Protein found in humans

Toll-like receptor 8 is a protein that in humans is encoded by the TLR8 gene. TLR8 has also been designated as CD288 (cluster of differentiation 288). It is a member of the toll-like receptor (TLR) family.

== Function ==

TLR8 seems to function differently in humans and mice. Until recently, TLR8 was believed to be nonfunctional in mice, but it seems to counteract TLR7 activity

The TLR family plays a fundamental role in pathogen recognition and activation of innate immunity. TLRs are highly conserved from Drosophila to humans and share structural and functional similarities. They recognize pathogen-associated molecular patterns (PAMPs) that are expressed on infectious agents, and mediate the production of cytokines necessary for the development of effective immunity. The various TLRs exhibit different patterns of expression. This gene is predominantly expressed in lung and peripheral blood leukocytes, and lies in close proximity to another family member, TLR7, on chromosome X. Recent research has also shown the expression of TLR8 in hippocampal interneurons, with yet unknown function.

TLR8 can recognize GU-rich single-stranded RNA. However, the presence of GU-rich sequences in the single-stranded RNA is not sufficient to stimulate TLR8. TLR8 recognizes G-rich oligonucleotides. TLR8 is activated by ssRNA and forms a dimer complex when uridine released from the degraded ssRNA binds at one active site in between the dimers and a short oligonucleotide binds to another active site on the surface of the TLR8 structure.

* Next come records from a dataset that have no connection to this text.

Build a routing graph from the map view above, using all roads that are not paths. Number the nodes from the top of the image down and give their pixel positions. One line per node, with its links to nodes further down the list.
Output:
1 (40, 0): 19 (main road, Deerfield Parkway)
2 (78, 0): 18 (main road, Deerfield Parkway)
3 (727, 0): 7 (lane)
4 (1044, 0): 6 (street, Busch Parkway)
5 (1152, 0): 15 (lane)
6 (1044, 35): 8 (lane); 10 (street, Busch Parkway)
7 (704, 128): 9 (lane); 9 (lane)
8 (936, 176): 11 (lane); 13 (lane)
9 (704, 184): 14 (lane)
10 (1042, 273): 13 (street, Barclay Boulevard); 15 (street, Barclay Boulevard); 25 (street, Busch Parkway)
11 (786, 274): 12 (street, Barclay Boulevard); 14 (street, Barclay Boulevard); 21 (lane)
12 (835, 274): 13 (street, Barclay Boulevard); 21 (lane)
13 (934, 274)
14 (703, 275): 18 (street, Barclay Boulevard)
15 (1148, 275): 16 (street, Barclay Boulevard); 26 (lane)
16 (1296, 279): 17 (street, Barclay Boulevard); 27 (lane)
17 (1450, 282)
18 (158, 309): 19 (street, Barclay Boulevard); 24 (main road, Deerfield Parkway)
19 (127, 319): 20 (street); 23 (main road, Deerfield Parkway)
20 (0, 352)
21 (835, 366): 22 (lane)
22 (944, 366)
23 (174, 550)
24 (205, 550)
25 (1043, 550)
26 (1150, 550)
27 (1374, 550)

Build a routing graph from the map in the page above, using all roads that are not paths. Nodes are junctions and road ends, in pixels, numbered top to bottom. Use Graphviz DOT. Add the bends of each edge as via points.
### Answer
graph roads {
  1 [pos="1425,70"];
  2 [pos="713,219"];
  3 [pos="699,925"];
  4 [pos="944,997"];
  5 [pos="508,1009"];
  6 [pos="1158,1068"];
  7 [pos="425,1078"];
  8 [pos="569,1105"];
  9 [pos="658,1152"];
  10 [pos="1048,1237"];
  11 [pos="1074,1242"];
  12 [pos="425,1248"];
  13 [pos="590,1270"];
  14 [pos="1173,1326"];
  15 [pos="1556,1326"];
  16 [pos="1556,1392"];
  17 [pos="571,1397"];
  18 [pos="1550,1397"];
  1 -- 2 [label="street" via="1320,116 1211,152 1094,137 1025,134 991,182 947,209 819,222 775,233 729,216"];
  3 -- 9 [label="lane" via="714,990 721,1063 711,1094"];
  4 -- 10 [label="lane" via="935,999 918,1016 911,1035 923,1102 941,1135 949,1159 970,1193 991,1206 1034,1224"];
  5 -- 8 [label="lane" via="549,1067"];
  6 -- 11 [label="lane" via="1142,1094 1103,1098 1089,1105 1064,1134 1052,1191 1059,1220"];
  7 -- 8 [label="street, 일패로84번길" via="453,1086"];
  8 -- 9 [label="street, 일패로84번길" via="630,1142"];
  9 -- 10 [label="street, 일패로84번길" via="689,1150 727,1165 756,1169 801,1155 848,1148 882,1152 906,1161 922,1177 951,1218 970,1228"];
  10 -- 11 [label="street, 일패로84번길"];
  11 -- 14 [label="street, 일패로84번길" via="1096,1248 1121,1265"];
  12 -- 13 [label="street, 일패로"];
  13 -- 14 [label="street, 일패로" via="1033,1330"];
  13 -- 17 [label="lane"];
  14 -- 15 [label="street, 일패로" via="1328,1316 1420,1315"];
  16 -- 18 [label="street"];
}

TLR8 is an endosomal receptor that recognizes single stranded RNA (ssRNA), and can recognize ssRNA viruses such as Influenza, Sendai, and Coxsackie B viruses. TLR8 binding to the viral RNA recruits the myeloid differentiation primary response protein 88 (MyD88) and leads to activation of the transcription factor NF-κB and an antiviral response that leads to proinflammatory cytokine synthesis. TLR8 recognizes single-stranded RNA of viruses such as HIV and HCV. TLR8 is also involved in the activation of dendritic cells to produce inflammatory factors to help regulate tumor growth, so TLR8 is often used as a target in the research for therapies in treating cancers including ovarian cancer and lymphomas.

==Clinical significance==
Genetic variants in TLR8 has recently been linked to susceptibility to pulmonary tuberculosis.

===As a drug target===
- TLR8 agonists (e.g. VTX-2337) have undergone clinical trials as immune stimulants in combination therapy for some cancers.
- TLR8 antagonists (e.g. CU-CPT9a) may have therapeutic applications against autoimmune disorders.